** Work item **
Transcribe the whole listing below without changing a word, but leave out every image.

++++++++++++++++++++

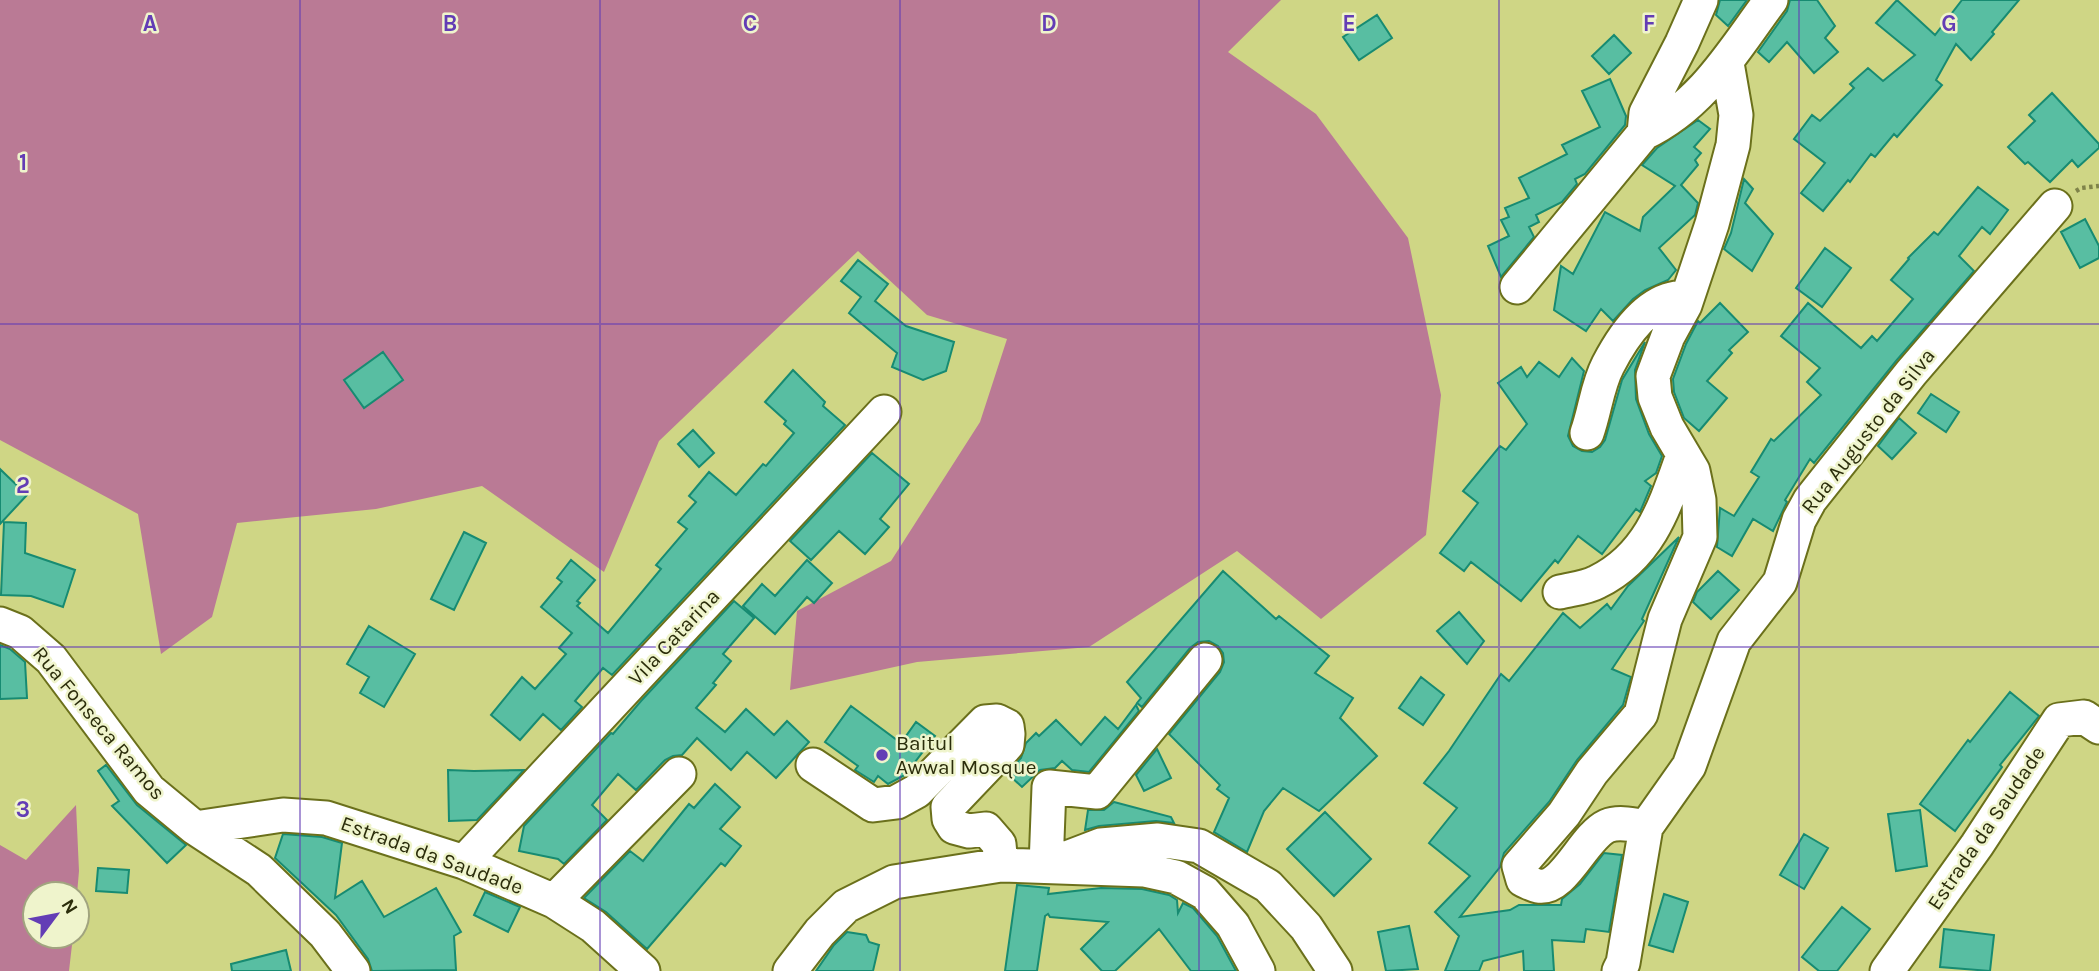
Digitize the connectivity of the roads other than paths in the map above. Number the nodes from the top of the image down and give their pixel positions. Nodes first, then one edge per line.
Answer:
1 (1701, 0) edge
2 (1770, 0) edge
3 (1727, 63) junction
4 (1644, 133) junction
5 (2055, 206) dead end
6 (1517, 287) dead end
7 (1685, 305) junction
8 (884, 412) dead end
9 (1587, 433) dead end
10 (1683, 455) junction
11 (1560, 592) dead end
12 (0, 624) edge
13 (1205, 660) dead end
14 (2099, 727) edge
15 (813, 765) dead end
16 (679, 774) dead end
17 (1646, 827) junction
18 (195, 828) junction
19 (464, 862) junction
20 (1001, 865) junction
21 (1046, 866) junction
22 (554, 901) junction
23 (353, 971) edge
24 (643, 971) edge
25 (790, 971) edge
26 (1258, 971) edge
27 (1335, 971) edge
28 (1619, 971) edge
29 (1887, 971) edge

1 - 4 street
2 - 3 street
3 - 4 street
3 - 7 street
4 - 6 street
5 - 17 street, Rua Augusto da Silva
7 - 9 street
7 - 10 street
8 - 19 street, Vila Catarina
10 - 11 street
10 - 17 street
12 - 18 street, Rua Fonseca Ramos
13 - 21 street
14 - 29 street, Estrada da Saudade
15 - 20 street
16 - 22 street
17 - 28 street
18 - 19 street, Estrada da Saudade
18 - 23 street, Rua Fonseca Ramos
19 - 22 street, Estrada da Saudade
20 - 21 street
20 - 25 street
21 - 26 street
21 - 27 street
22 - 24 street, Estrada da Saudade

++++++++++++++++++++

** Completed exercise **
Digitize the connectivity of the roads other than paths in the map above. Number the nodes from the top of the image down and give their pixel positions. Nodes first, then one edge per line.
Answer:
1 (1701, 0) edge
2 (1770, 0) edge
3 (1727, 63) junction
4 (1644, 133) junction
5 (2055, 206) dead end
6 (1517, 287) dead end
7 (1685, 305) junction
8 (884, 412) dead end
9 (1587, 433) dead end
10 (1683, 455) junction
11 (1560, 592) dead end
12 (0, 624) edge
13 (1205, 660) dead end
14 (2099, 727) edge
15 (813, 765) dead end
16 (679, 774) dead end
17 (1646, 827) junction
18 (195, 828) junction
19 (464, 862) junction
20 (1001, 865) junction
21 (1046, 866) junction
22 (554, 901) junction
23 (353, 971) edge
24 (643, 971) edge
25 (790, 971) edge
26 (1258, 971) edge
27 (1335, 971) edge
28 (1619, 971) edge
29 (1887, 971) edge

1 - 4 street
2 - 3 street
3 - 4 street
3 - 7 street
4 - 6 street
5 - 17 street, Rua Augusto da Silva
7 - 9 street
7 - 10 street
8 - 19 street, Vila Catarina
10 - 11 street
10 - 17 street
12 - 18 street, Rua Fonseca Ramos
13 - 21 street
14 - 29 street, Estrada da Saudade
15 - 20 street
16 - 22 street
17 - 28 street
18 - 19 street, Estrada da Saudade
18 - 23 street, Rua Fonseca Ramos
19 - 22 street, Estrada da Saudade
20 - 21 street
20 - 25 street
21 - 26 street
21 - 27 street
22 - 24 street, Estrada da Saudade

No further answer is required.